Christianity Does Not Teach Pedophilia: A Scholarly Response to Lilith Helstrom’s “Christianity Teaches Pedophilia”

Introduction: Beyond Rhetoric—Seeking Truth in the Shadow of Scandal

In the modern digital landscape, the weight of a claim is often measured by its volume rather than its veracity. When an assertion is bold enough, it possesses a certain gravity that can feel persuasive to the casual observer, even when it begins to collapse under the slightest empirical scrutiny. Lilith Helstrom’s recent article, Christianity Teaches Pedophilia, is a prime example of this phenomenon. It is a piece built upon a premise that is intentionally incendiary, deeply emotionally charged, and—as the data will show—profoundly misleading.

The reality of sexual abuse is a global crisis and a harrowing human tragedy that leaves a wake of devastation in every corner of society. Because of the gravity of this issue, it demands an honest, evidence-based analysis that prioritizes the safety of the vulnerable over the scoring of ideological points.
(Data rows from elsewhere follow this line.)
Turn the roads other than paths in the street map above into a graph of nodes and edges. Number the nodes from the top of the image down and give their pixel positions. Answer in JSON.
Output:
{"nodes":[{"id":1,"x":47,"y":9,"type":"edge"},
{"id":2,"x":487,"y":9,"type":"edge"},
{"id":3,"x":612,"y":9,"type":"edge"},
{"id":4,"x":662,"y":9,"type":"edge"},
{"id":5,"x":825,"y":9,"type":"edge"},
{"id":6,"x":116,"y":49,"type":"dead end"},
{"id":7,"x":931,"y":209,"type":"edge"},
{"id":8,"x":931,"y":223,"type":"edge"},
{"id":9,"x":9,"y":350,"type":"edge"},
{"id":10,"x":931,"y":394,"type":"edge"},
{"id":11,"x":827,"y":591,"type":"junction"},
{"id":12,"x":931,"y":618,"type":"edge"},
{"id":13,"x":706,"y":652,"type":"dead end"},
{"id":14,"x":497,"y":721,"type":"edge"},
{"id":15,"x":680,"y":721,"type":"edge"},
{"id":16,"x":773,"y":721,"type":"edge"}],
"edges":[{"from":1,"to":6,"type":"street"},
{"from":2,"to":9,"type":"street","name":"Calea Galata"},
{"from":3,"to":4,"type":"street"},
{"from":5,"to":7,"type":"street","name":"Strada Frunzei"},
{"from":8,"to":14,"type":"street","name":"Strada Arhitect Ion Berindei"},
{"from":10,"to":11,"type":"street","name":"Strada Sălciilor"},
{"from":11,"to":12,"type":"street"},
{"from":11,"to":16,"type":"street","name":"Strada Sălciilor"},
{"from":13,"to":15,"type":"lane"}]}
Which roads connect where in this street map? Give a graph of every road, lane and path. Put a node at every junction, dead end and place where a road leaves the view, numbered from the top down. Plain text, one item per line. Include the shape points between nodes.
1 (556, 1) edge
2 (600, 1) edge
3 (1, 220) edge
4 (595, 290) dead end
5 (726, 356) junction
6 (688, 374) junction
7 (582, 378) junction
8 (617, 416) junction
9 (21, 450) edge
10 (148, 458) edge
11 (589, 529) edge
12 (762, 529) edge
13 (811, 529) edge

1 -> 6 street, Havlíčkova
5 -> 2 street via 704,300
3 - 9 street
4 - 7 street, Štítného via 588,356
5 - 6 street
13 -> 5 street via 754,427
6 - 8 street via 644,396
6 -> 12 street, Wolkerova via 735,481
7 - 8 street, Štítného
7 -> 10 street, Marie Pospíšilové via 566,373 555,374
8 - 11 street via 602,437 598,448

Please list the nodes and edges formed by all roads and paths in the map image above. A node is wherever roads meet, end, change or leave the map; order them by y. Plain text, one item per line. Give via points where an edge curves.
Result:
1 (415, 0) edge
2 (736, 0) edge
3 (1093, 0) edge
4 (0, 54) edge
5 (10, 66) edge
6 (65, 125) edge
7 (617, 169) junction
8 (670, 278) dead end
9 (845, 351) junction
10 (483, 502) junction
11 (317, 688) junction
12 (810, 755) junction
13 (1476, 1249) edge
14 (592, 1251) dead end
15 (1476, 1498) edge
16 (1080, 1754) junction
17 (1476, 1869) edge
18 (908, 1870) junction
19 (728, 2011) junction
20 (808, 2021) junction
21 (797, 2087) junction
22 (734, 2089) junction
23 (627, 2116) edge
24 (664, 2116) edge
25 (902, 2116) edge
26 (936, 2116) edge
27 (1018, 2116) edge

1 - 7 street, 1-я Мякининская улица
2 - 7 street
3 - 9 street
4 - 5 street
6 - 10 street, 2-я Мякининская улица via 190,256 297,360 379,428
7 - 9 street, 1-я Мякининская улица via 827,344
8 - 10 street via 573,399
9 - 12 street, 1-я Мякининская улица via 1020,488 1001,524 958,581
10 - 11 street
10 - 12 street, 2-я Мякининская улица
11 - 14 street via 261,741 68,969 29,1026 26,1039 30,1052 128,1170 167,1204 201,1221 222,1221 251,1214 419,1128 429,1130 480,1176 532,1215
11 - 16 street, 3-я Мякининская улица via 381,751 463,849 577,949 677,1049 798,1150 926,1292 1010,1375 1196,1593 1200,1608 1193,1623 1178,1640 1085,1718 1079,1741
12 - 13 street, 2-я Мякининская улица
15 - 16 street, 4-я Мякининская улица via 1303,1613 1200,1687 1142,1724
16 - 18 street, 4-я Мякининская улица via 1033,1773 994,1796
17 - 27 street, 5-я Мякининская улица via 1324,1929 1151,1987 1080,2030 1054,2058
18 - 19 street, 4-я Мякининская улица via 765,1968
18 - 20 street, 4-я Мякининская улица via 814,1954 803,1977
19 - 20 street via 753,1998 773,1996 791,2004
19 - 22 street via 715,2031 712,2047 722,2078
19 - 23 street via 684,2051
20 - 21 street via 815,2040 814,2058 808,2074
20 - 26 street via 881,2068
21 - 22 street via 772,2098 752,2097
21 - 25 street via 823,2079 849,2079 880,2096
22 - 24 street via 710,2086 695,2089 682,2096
To address such a sensitive topic with sweeping generalizations is to do a disservice to survivors; it collapses complex, ancient faith traditions into flat caricatures, obscuring the very nuances that are required to build effective systems of protection.

When rhetoric is allowed to replace research, the casualties are the victims themselves. Truth is not served by inflammatory headlines that misidentify the source of a systemic problem. This response seeks to move the conversation back toward a standard of intellectual integrity. By drawing on a multi-disciplinary framework—including peer-reviewed scholarship, empirical criminology, historical biblical studies, and modern sexual-integrity research—we will evaluate Helstrom’s argument with a commitment to fairness.

Our goal is not merely to offer a rebuttal, but to “steelman” her strongest points regarding institutional failure and then provide the necessary factual and logical corrections to the errors that undermine her ultimate conclusion. In doing so, we aim to uphold a higher standard of dialogue—one where the protection of children and the pursuit of truth are held as the highest priorities.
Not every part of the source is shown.